== DESCRIPTION OF THE TASK ==
Without any images, output the records below verbatim.

== INPUT DATA ==
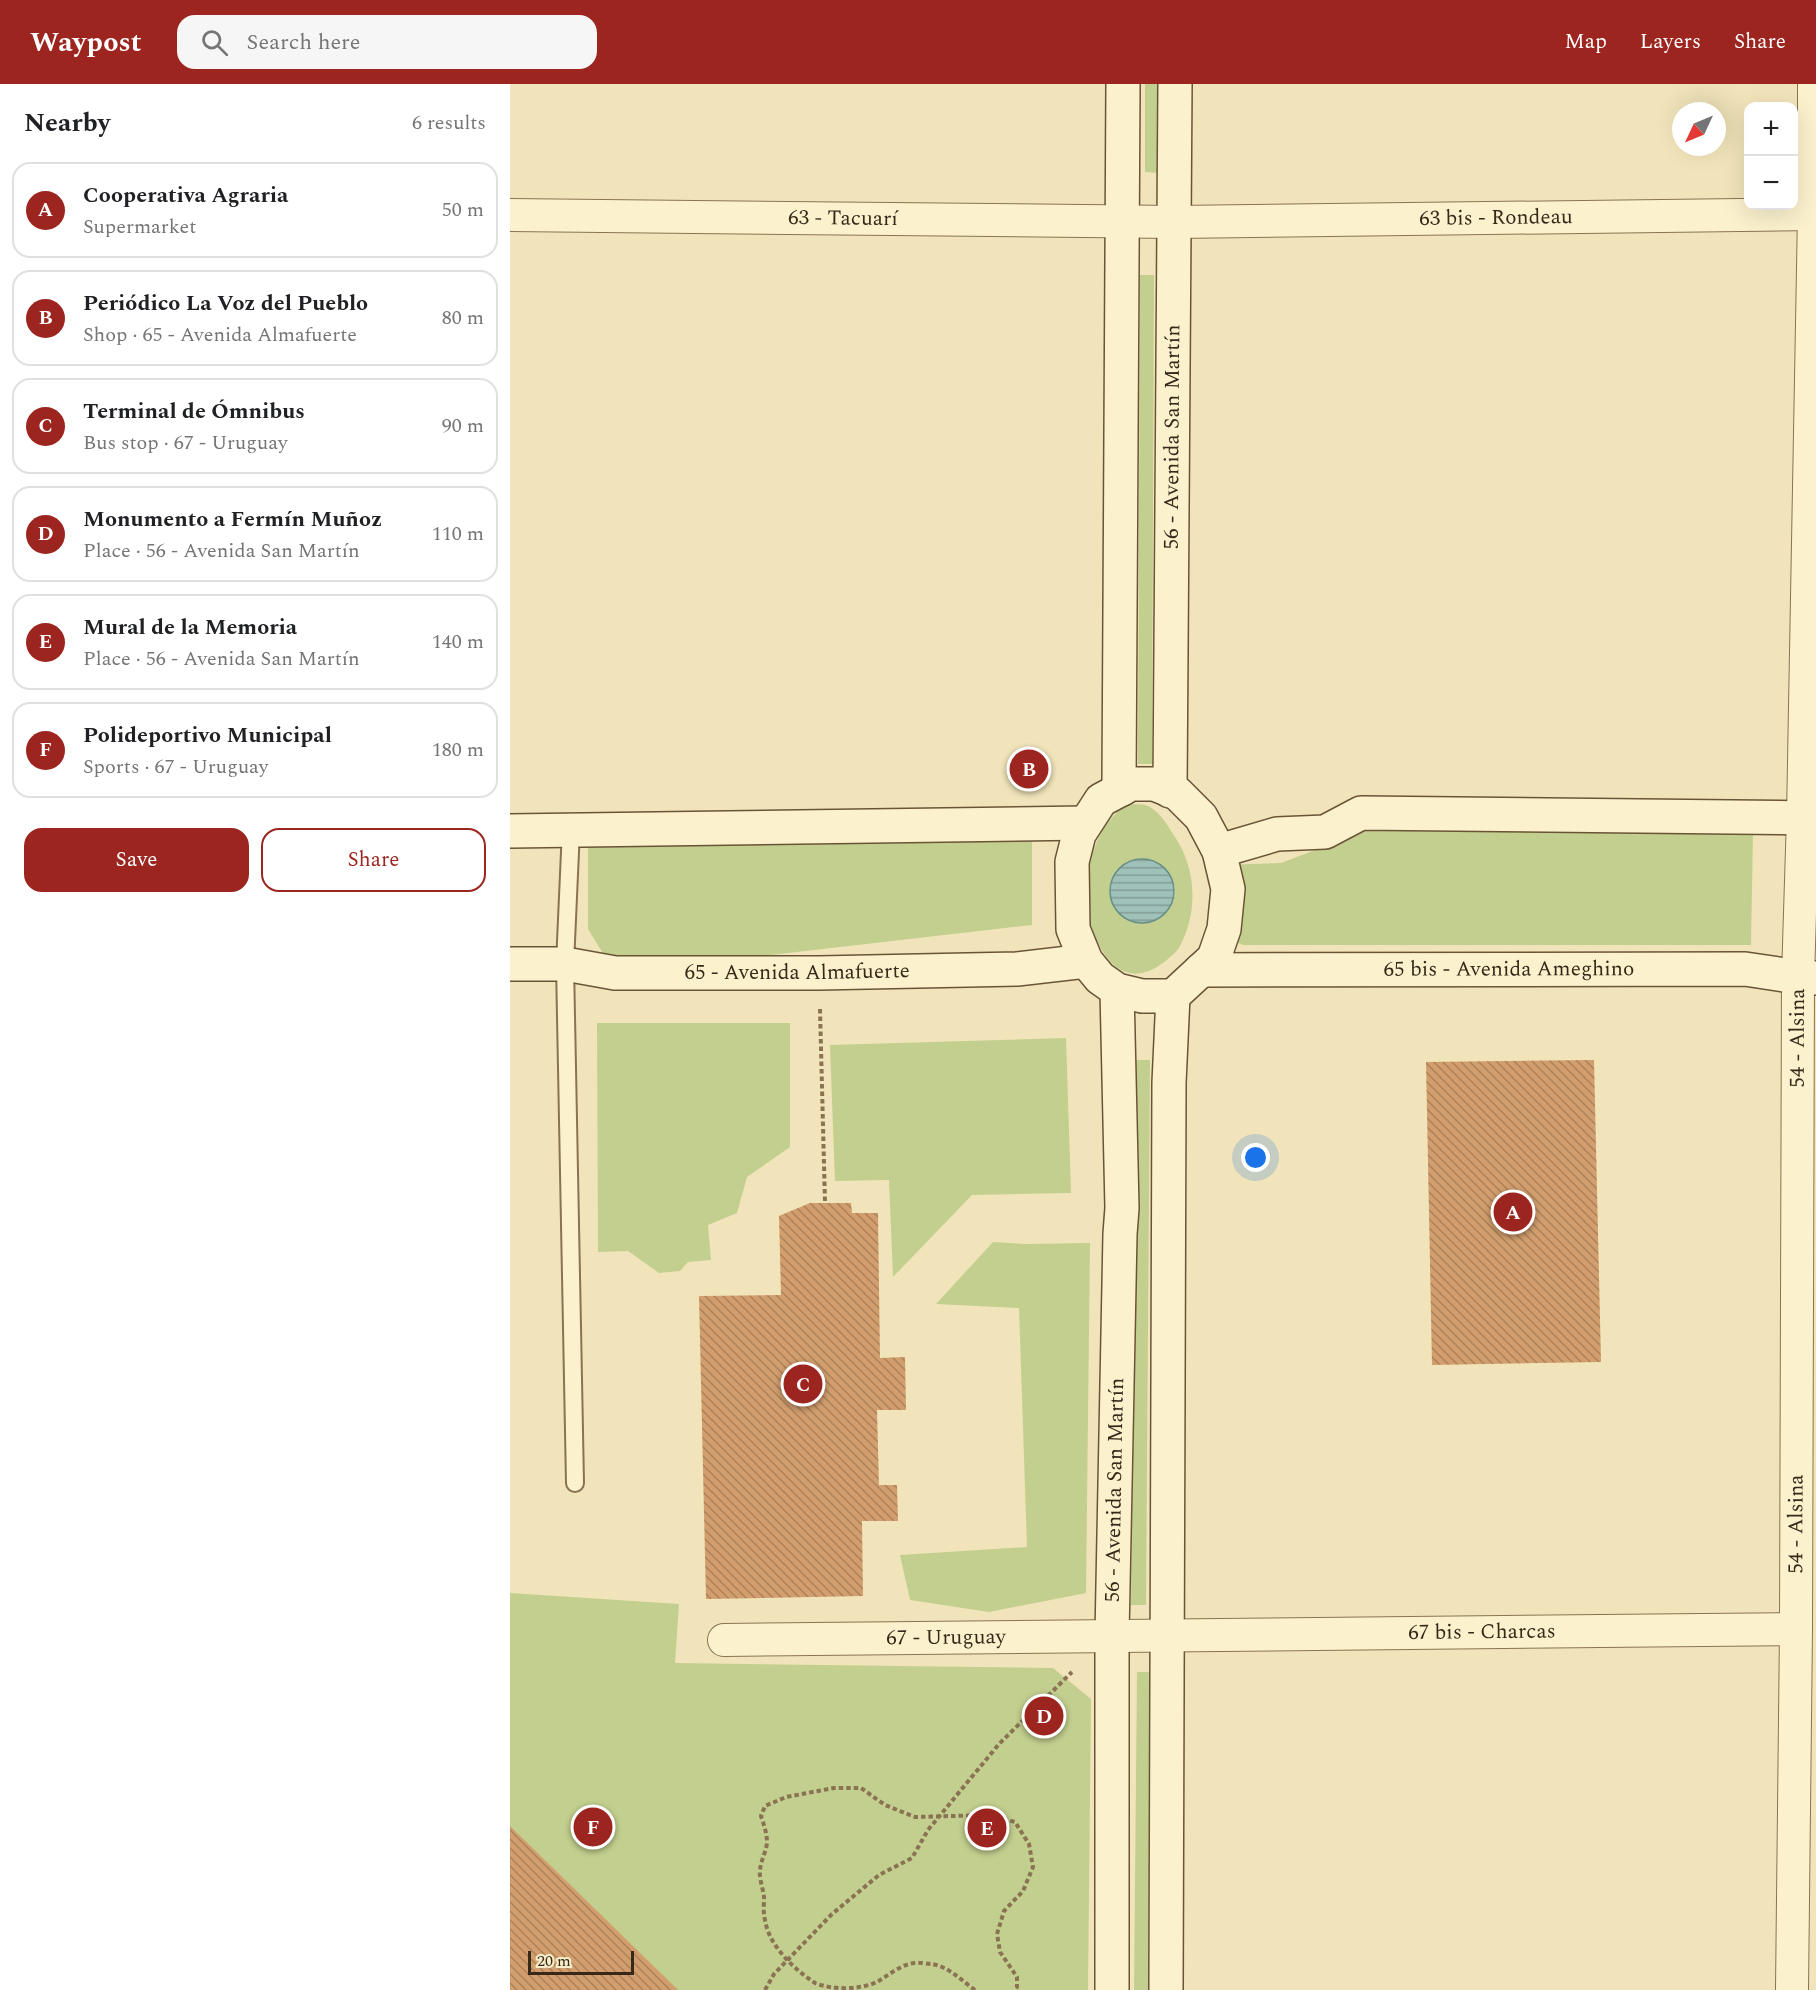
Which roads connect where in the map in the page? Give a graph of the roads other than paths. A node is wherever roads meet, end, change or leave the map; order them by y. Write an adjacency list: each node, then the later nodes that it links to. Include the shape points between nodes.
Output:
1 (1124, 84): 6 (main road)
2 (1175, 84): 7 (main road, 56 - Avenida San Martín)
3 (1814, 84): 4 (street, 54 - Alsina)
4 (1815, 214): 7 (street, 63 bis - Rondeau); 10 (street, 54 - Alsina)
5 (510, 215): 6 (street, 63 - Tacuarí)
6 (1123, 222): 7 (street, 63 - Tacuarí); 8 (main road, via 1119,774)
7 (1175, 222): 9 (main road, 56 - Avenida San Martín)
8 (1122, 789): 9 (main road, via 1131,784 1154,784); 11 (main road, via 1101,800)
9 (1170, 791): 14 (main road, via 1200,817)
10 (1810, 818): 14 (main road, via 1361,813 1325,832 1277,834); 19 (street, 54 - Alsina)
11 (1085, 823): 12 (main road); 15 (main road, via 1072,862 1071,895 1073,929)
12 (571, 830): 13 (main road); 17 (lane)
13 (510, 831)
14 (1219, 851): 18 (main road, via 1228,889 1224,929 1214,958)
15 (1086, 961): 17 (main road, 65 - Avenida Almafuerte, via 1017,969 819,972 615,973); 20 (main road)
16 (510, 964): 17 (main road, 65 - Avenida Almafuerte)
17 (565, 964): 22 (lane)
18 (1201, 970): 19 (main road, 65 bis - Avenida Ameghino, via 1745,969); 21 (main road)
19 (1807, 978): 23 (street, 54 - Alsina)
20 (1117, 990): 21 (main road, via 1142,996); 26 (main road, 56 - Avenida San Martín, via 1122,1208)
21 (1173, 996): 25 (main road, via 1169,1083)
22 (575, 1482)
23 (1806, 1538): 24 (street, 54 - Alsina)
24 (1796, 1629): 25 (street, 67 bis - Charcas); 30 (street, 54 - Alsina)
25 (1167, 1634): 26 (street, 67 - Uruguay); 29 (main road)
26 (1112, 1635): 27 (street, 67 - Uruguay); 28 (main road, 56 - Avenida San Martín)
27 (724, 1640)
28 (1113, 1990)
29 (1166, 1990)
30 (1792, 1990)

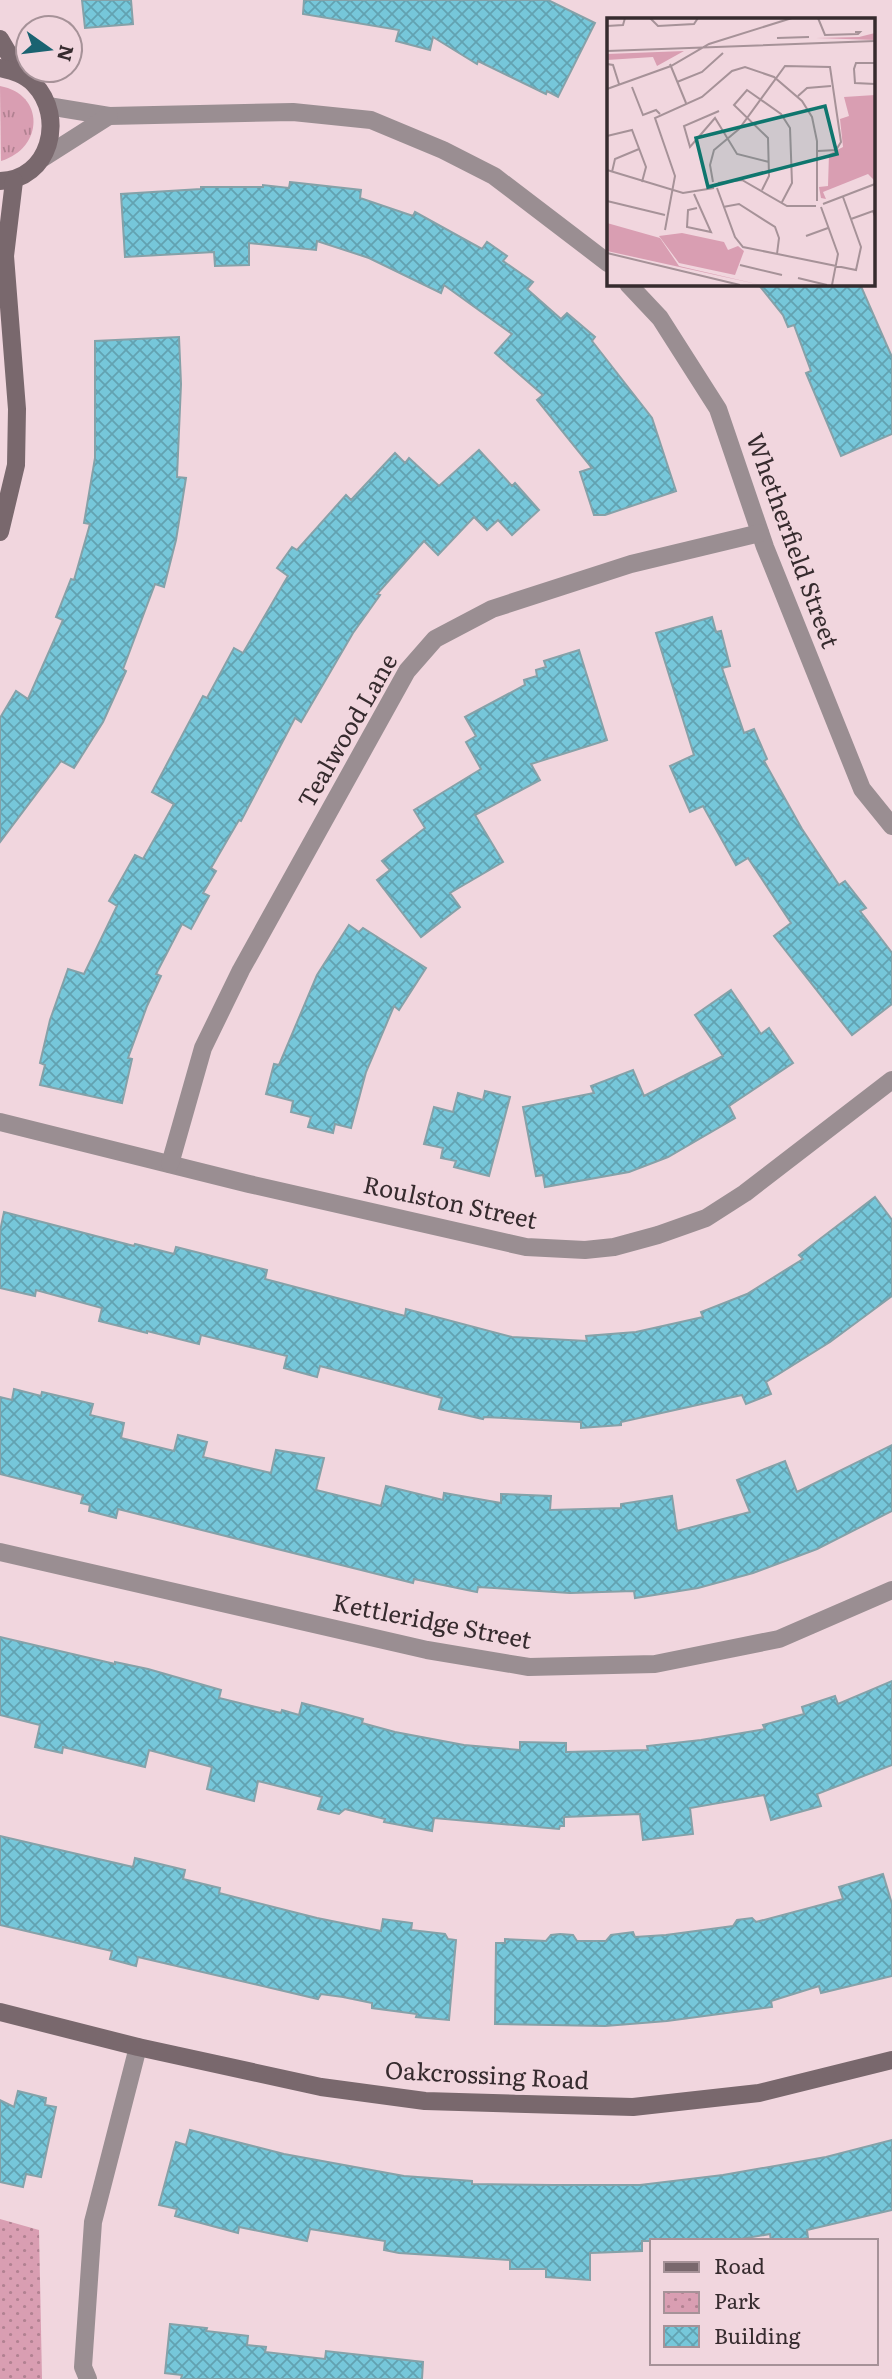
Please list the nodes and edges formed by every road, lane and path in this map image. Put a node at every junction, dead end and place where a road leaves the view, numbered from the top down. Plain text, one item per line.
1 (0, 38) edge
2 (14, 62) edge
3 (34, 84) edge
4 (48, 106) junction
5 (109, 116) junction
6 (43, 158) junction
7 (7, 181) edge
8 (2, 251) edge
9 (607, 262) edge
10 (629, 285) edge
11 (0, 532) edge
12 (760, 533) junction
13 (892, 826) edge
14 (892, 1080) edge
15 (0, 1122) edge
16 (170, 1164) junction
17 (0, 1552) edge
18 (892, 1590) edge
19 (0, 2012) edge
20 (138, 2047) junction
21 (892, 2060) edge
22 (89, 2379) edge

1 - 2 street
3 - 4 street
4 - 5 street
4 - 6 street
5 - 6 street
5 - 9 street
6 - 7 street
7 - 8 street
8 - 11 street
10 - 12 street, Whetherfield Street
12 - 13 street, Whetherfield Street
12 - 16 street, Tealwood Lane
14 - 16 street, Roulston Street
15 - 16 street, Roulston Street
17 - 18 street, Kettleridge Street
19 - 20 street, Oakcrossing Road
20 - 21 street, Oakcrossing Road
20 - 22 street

== ANSWER AREA ==
Which roads connect where in the map in the page? Give a graph of the roads other than paths. A node is wherever roads meet, end, change or leave the map; order them by y. Write an adjacency list: each node, then the later nodes that it links to. Include the shape points between nodes.
Output:
1 (1124, 84): 6 (main road)
2 (1175, 84): 7 (main road, 56 - Avenida San Martín)
3 (1814, 84): 4 (street, 54 - Alsina)
4 (1815, 214): 7 (street, 63 bis - Rondeau); 10 (street, 54 - Alsina)
5 (510, 215): 6 (street, 63 - Tacuarí)
6 (1123, 222): 7 (street, 63 - Tacuarí); 8 (main road, via 1119,774)
7 (1175, 222): 9 (main road, 56 - Avenida San Martín)
8 (1122, 789): 9 (main road, via 1131,784 1154,784); 11 (main road, via 1101,800)
9 (1170, 791): 14 (main road, via 1200,817)
10 (1810, 818): 14 (main road, via 1361,813 1325,832 1277,834); 19 (street, 54 - Alsina)
11 (1085, 823): 12 (main road); 15 (main road, via 1072,862 1071,895 1073,929)
12 (571, 830): 13 (main road); 17 (lane)
13 (510, 831)
14 (1219, 851): 18 (main road, via 1228,889 1224,929 1214,958)
15 (1086, 961): 17 (main road, 65 - Avenida Almafuerte, via 1017,969 819,972 615,973); 20 (main road)
16 (510, 964): 17 (main road, 65 - Avenida Almafuerte)
17 (565, 964): 22 (lane)
18 (1201, 970): 19 (main road, 65 bis - Avenida Ameghino, via 1745,969); 21 (main road)
19 (1807, 978): 23 (street, 54 - Alsina)
20 (1117, 990): 21 (main road, via 1142,996); 26 (main road, 56 - Avenida San Martín, via 1122,1208)
21 (1173, 996): 25 (main road, via 1169,1083)
22 (575, 1482)
23 (1806, 1538): 24 (street, 54 - Alsina)
24 (1796, 1629): 25 (street, 67 bis - Charcas); 30 (street, 54 - Alsina)
25 (1167, 1634): 26 (street, 67 - Uruguay); 29 (main road)
26 (1112, 1635): 27 (street, 67 - Uruguay); 28 (main road, 56 - Avenida San Martín)
27 (724, 1640)
28 (1113, 1990)
29 (1166, 1990)
30 (1792, 1990)

Please list the nodes and edges formed by every road, lane and path in this map image. Put a node at every junction, dead end and place where a road leaves the view, numbered from the top down. Plain text, one item per line.
1 (0, 38) edge
2 (14, 62) edge
3 (34, 84) edge
4 (48, 106) junction
5 (109, 116) junction
6 (43, 158) junction
7 (7, 181) edge
8 (2, 251) edge
9 (607, 262) edge
10 (629, 285) edge
11 (0, 532) edge
12 (760, 533) junction
13 (892, 826) edge
14 (892, 1080) edge
15 (0, 1122) edge
16 (170, 1164) junction
17 (0, 1552) edge
18 (892, 1590) edge
19 (0, 2012) edge
20 (138, 2047) junction
21 (892, 2060) edge
22 (89, 2379) edge

1 - 2 street
3 - 4 street
4 - 5 street
4 - 6 street
5 - 6 street
5 - 9 street
6 - 7 street
7 - 8 street
8 - 11 street
10 - 12 street, Whetherfield Street
12 - 13 street, Whetherfield Street
12 - 16 street, Tealwood Lane
14 - 16 street, Roulston Street
15 - 16 street, Roulston Street
17 - 18 street, Kettleridge Street
19 - 20 street, Oakcrossing Road
20 - 21 street, Oakcrossing Road
20 - 22 street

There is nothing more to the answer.